Interviews, StreamingNikole Gunn

Martin Freeman and Benedict Cumberbatch head back in time for Sherlock - The Abominable Bride.
image - supplied/Stan

It’s been a long time between drinks, but Sherlock is finally returning to our screens in a one-off special on the big and small screen.

Set in London of the 1800s, the Abominable Bride will premiere January 2nd in cinemas across Australia and on streaming service, STAN.

It’s the first time that the show has not been set in the present day.  Instead, creators Steven Moffat and Mark Gattis have turned to the world of Arthur Conan Doyle.

Moffat says it was an idea that they had been mulling over for a while.

“We’d wanted to go and do an authentic Victorian version, but thought well we can’t take up a while third of the series just doing that, that would be wrong.  So, it had to be an additional thing”. 
“I mean, if we’d made a three part series of Sherlock and one of them ‘didn’t really count’ then you’d feel cheated. So, as a result of having this special, you’re actually getting a little bit more of Sherlock”. 

Taking the show back to the 19th century presented its own challenges and not just in physically recreating the time period. The show has made an art form of the storytelling, creating strong characters that don’t appear in Conan Doyle’s stories.

“The big thing, really, was the female characters because the women in our Sherlock talk a lot more than they do in Conan Doyle’s.  For instance, Mrs Hudson doesn’t speak in the books– I think she’s got two lines of direct speech”
“Our Mrs Hudson has nothing to do with the original.  I mean we have ‘national treasure’ Una Stubbs and we’ll whack her in front of the camera every single time we can, to the point that we actually forget that that’s an addition”.
“And we invented Molly Hooper entirely.  There’s no equivalent – no one like her at all in the original.  But again, you can’t not have her there.  But how are you going to do that?  How are you going to give them voices, when the story belongs to an era when they wouldn’t (talk).
We couldn’t do that.  We couldn’t do ‘our’ show the way our show is in a Victorian setting, but we wanted to do an authentic Victorian Doyle.  But when you see it, you’ll see what we did to handle that.  But that was the challenge.  That was biggest and most difficult thing”.

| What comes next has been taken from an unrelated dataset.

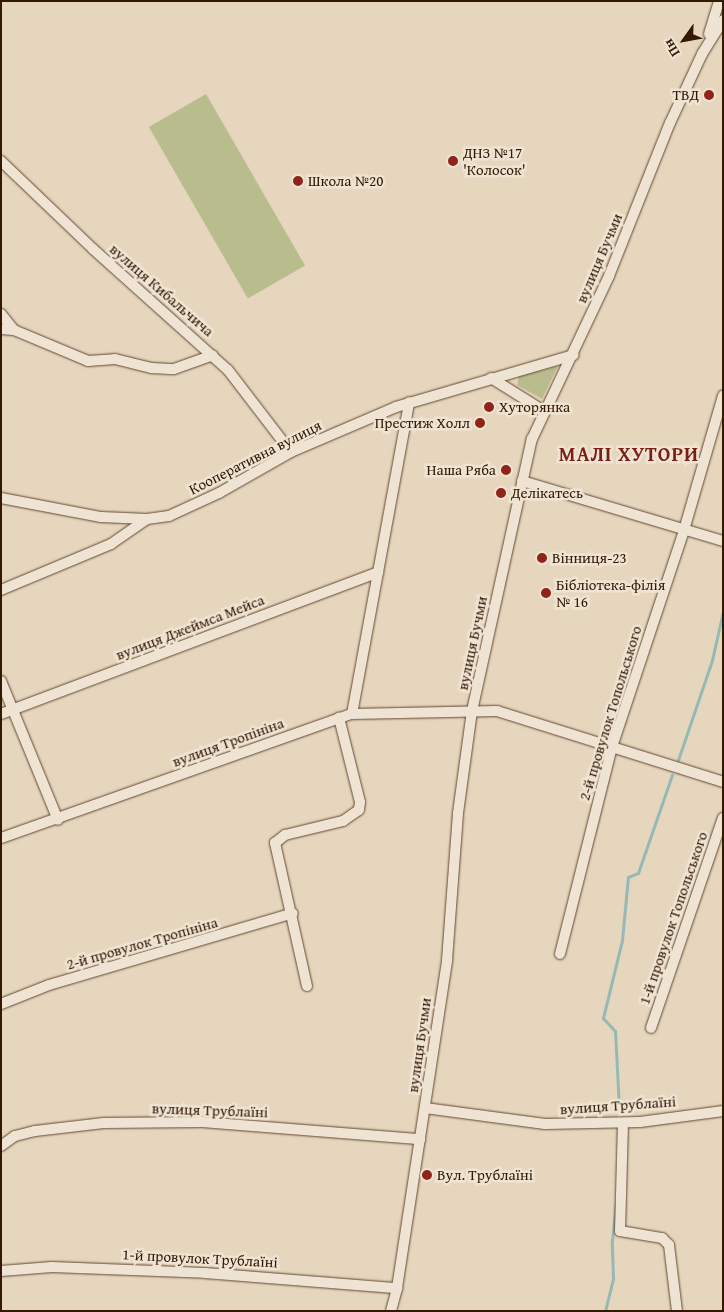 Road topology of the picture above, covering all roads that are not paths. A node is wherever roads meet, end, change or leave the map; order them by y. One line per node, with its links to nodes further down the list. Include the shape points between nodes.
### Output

Sherlock co-creator Steven Moffat.
image source - BBC

Following this one off special, Sherlock returns to the present day for a new series of three episodes.  Filming is due to get underway in the new year.

As for the future, Moffatt is happy to keep writing Sherlock for as long as they can lock in Benedict Cumberbatch and Martin Freeman, but recognises its becoming increasing difficult to find time in their work diaries.

 “It will come down to the extraordinary and stratospheric careers of Benedict and Martin. Both of them are so busy.  Finding time in their schedules.  Especially when they’re both available”.
“As for material, well there are 60 stories and we’re making three episodes every 2 or 3 years.   At the rate we’re going, there’s plenty of material”.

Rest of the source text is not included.